El zorro y los murmullos
JM Cohen era un respetadísimo crítico del Times Literary Supplement que además recomendaba a Penguin Books qué autores latinoamericanos traducir al inglés. Cuando JM Cohen leyó Pedro Páramo , lo encontró demasiado difuso. Dijo que se perdía en los cross-fadings (un término que inventaron los radioaficionados para referirse a las voces que se superponen y se pierden en el éter). Tiempo después Cohen se quedó ciego. El mexicano Jaime García Terrés fue a visitarlo a su casita en las afueras de Londres y el inglés le contó que había vuelto a leer el libro de Rulfo, en braille, y estaba maravillado: veía todo, veía México, veía a los muertos, veía hasta el ruido que hace el silencio porque, como todos sabemos, en Rulfo nadie escribe, todo habla nomás. El inglés Cohen necesitó quedarse ciego y tocar las palabras con las yemas de sus dedos para poder oírlas.

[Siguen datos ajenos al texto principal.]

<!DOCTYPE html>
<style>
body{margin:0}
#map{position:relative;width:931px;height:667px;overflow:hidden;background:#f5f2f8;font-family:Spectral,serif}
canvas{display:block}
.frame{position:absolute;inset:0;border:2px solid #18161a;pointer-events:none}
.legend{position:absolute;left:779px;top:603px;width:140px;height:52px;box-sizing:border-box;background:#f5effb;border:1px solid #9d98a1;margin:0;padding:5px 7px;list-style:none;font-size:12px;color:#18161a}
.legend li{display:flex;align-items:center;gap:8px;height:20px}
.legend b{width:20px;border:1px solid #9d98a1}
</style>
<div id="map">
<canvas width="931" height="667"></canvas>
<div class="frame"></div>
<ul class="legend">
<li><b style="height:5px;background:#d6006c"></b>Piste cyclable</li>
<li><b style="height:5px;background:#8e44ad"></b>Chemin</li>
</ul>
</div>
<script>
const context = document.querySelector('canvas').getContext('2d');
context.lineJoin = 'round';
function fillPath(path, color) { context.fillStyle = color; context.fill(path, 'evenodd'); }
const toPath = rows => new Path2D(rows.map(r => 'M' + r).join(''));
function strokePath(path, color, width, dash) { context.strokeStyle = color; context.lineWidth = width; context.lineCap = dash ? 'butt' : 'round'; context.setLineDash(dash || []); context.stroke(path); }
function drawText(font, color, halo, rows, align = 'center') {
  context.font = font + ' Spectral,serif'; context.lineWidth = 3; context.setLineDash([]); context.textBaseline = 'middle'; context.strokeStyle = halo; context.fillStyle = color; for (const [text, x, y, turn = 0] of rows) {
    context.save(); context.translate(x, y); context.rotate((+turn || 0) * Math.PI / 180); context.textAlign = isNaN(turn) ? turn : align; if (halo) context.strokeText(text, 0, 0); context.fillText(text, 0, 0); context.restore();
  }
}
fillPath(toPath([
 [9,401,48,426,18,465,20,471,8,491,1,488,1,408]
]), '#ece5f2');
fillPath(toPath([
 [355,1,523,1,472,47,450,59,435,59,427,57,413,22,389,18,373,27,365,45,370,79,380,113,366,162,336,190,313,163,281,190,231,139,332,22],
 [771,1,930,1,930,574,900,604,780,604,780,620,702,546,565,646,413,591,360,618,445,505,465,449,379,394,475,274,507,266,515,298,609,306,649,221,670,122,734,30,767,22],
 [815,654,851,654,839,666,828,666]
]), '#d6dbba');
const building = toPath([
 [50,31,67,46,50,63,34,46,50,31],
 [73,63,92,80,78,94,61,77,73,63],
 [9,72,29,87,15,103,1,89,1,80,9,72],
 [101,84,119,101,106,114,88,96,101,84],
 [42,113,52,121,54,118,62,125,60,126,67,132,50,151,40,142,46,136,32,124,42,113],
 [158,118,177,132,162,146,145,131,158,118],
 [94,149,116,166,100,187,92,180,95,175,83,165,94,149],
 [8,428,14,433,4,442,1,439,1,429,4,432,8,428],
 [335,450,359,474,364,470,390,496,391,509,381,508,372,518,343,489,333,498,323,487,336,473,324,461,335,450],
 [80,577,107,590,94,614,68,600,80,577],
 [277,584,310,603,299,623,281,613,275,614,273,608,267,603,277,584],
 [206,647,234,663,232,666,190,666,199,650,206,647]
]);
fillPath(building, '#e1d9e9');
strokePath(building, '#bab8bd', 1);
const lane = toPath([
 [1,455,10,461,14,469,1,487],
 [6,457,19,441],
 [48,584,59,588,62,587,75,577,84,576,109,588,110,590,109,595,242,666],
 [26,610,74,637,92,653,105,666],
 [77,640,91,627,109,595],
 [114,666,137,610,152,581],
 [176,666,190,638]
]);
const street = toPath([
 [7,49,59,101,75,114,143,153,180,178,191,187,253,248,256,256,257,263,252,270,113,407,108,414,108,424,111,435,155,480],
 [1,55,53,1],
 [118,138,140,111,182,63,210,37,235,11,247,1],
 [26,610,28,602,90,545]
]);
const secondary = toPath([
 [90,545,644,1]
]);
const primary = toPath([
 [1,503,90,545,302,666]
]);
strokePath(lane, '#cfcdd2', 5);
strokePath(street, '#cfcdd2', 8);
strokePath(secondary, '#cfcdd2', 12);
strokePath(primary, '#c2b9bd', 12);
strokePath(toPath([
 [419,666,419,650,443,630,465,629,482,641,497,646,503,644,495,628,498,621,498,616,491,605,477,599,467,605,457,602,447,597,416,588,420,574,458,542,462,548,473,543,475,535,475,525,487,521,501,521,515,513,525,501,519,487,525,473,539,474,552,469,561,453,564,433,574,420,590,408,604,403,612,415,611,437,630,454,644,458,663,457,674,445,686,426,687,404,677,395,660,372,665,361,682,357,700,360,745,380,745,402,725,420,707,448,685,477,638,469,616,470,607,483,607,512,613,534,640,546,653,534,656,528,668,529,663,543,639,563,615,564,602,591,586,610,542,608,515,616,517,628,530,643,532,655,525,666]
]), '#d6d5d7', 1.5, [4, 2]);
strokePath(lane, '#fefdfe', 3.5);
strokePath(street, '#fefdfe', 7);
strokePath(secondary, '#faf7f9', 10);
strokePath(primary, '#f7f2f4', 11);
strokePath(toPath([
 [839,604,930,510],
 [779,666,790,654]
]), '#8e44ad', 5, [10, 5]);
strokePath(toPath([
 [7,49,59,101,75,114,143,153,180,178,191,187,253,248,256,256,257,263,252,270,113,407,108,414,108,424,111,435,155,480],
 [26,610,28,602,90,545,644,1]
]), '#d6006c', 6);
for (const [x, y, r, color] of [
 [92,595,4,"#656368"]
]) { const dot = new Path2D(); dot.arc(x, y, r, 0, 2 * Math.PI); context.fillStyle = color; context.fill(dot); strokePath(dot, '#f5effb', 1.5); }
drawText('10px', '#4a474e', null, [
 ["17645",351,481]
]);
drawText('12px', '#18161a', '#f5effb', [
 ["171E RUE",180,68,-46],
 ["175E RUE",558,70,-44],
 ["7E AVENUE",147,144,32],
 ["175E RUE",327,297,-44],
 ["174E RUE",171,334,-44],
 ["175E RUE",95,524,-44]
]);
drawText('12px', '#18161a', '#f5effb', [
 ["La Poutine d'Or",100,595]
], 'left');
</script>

Rulfo inventó Comala cuando tenía treinta y cinco años. Era vendedor itinerante de cubiertas Goodrich y le tocó pasar por su pueblo natal en Jalisco, uno de esos caseríos de las tierras calientes que van perdiendo hasta el nombre: primero fue San Gabriel, luego Venustiano Carranza, luego nada; de dos mil habitantes no quedaba ninguno. Las casas estaban abandonadas y cerradas con candado pero a alguien se le había ocurrido sembrar de casuarinas las calles del pueblo. Sin gente en las calles, se notaba mucho más cómo soplaba el viento, un viento hirviente que secaba hasta el alma. Las casuarinas aullaban y de golpe Rulfo sintió: son los muertos que hablan con los que van llegando, los que acaban de morir. Así se le ocurrió Comala, el pueblo de Pedro Páramo . El comal es un recipiente de barro que se pone entre las brasas y sirve para calentar las tortillas. “Pero Comala estaba sobre las meras brasas de la tierra”, explicó Rulfo después, con timidez o desilusión de que no fuera obvio para sus lectores. “El calor es tanto en Comala que, los que allí mueren, al llegar al infierno regresan por su cobija”.